▶ _ACTIVITY_
From the line containing "middle pip: (539, 393)" to the line containing "ring tip: (268, 239)" in the records below, set down every line exactly as it stands, both ends included, and skip the pictures.

▶ _RECORDS FOR PROCESSING_
==================================================
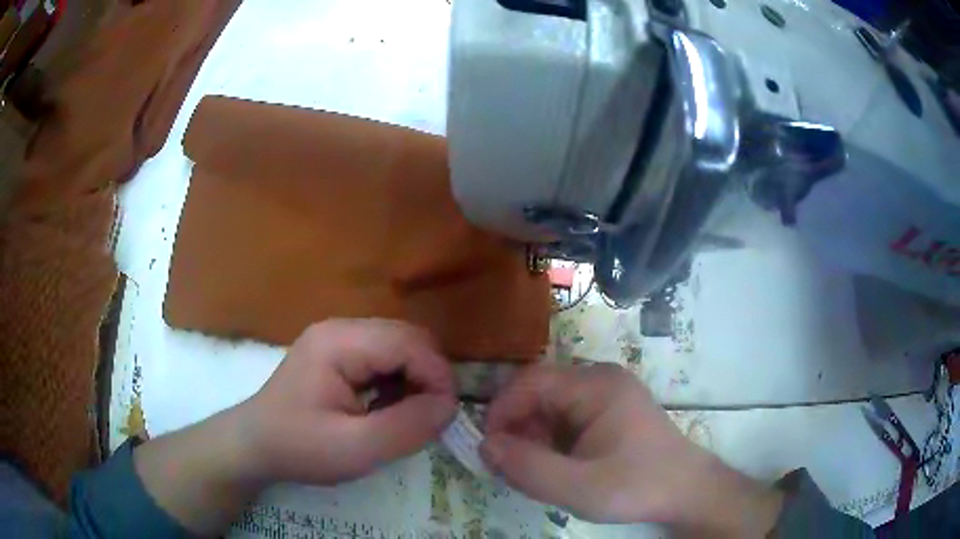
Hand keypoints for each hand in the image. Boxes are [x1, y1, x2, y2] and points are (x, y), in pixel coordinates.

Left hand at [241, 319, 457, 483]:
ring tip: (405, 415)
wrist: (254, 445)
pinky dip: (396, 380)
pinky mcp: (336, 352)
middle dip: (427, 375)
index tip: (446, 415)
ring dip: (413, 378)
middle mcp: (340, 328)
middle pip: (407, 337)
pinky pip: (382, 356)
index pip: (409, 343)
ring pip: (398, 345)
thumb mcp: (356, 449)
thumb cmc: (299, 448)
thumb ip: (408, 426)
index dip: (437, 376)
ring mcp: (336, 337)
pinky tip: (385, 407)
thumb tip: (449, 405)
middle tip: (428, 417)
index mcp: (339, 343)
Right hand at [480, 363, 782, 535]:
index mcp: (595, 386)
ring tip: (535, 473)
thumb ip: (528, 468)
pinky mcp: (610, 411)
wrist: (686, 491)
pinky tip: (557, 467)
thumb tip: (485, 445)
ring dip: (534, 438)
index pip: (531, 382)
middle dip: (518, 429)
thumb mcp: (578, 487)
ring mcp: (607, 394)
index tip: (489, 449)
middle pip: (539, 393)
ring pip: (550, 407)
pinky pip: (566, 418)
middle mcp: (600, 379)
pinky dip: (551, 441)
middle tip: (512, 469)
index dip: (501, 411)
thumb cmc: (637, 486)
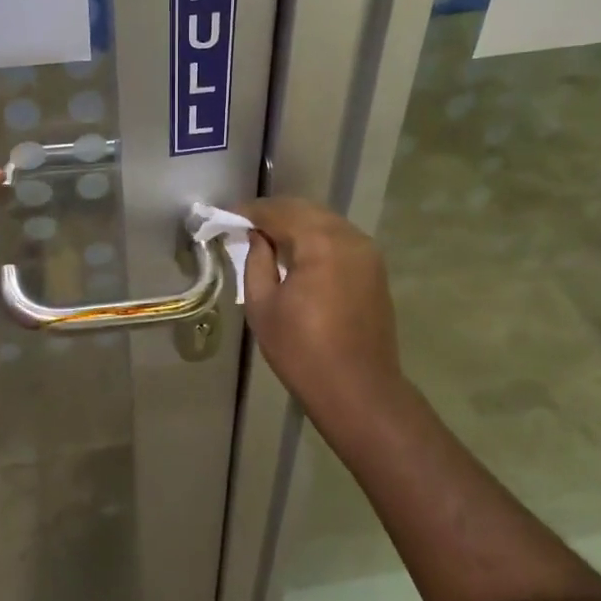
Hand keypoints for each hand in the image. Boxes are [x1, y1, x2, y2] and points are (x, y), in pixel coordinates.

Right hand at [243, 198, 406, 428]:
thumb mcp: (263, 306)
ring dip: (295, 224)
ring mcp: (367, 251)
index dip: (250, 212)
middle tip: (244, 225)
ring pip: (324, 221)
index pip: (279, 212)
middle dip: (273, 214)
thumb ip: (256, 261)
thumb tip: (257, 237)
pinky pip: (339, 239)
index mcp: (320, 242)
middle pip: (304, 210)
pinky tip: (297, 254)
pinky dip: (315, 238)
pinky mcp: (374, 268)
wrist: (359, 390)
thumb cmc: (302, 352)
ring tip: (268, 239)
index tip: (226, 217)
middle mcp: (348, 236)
==================================================
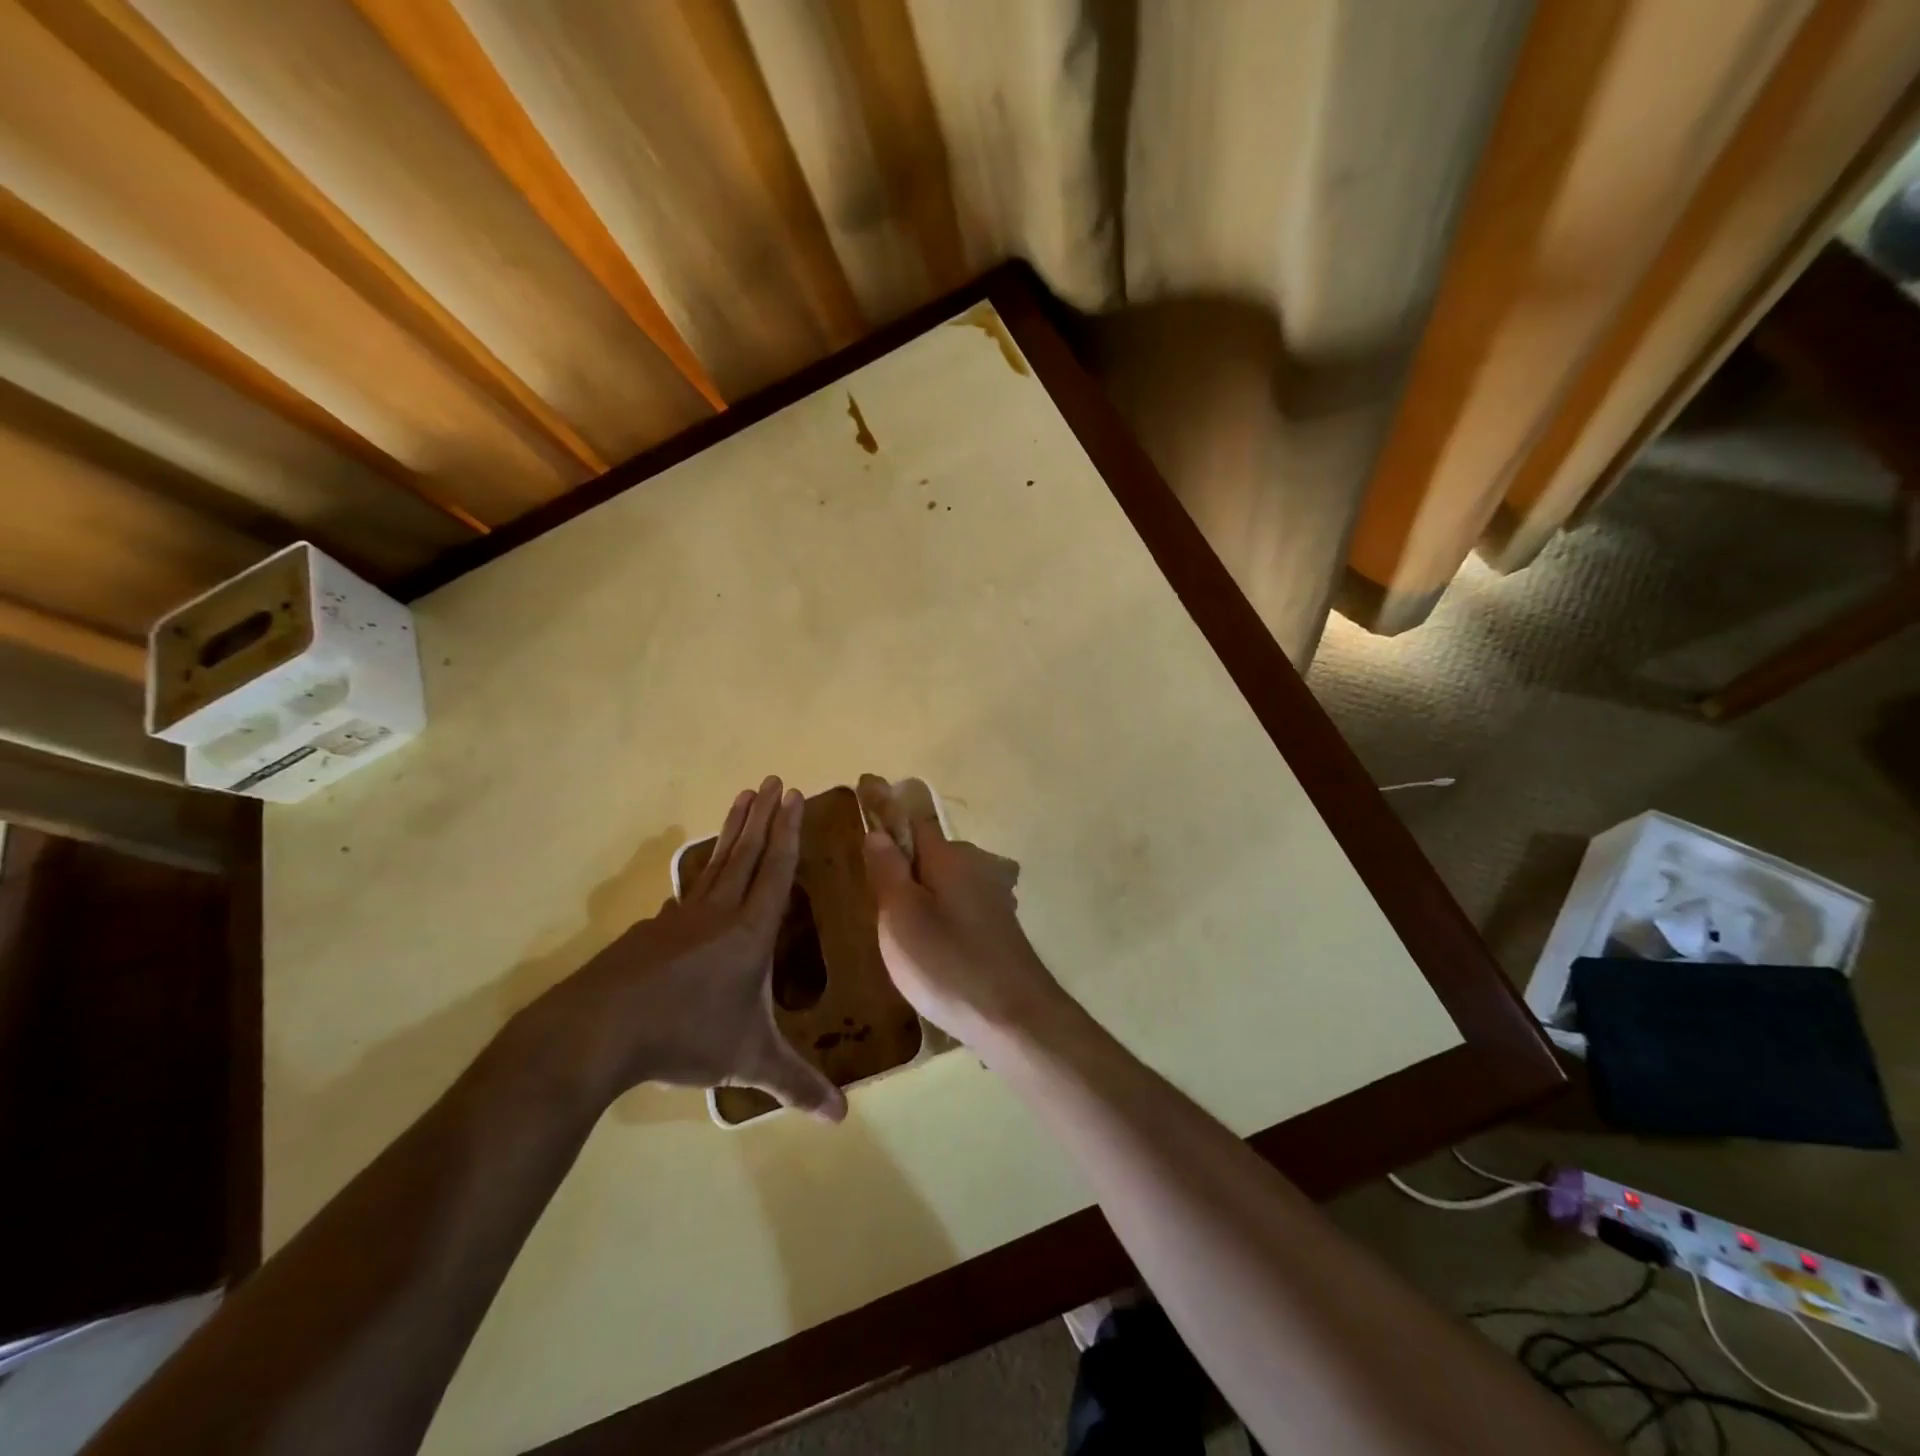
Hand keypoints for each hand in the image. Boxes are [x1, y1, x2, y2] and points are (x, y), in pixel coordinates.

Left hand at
==================================================
▶ _EXERCISE OUTPUT_
middle pip: (539, 393)
ring pip: (550, 407)
pinky pip: (566, 418)
middle mcp: (600, 379)
pinky dip: (551, 441)
middle tip: (512, 469)
index dip: (501, 411)
thumb cmc: (637, 486)
Hand keypoints for each hand in the image. Boxes are [x1, y1, x2, y2] and points are (x, y), in pixel coordinates.

Right hand at [243, 198, 406, 428]:
thumb mcp: (263, 306)
ring dip: (295, 224)
ring mcp: (367, 251)
index dip: (250, 212)
middle tip: (244, 225)
ring pip: (324, 221)
index pip: (279, 212)
middle dip: (273, 214)
thumb ip: (256, 261)
thumb tip: (257, 237)
pinky pip: (339, 239)
index mcp: (320, 242)
middle pip: (304, 210)
pinky tip: (297, 254)
pinky dip: (315, 238)
pinky mcp: (374, 268)
wrist: (359, 390)
thumb cmc: (302, 352)
ring tip: (268, 239)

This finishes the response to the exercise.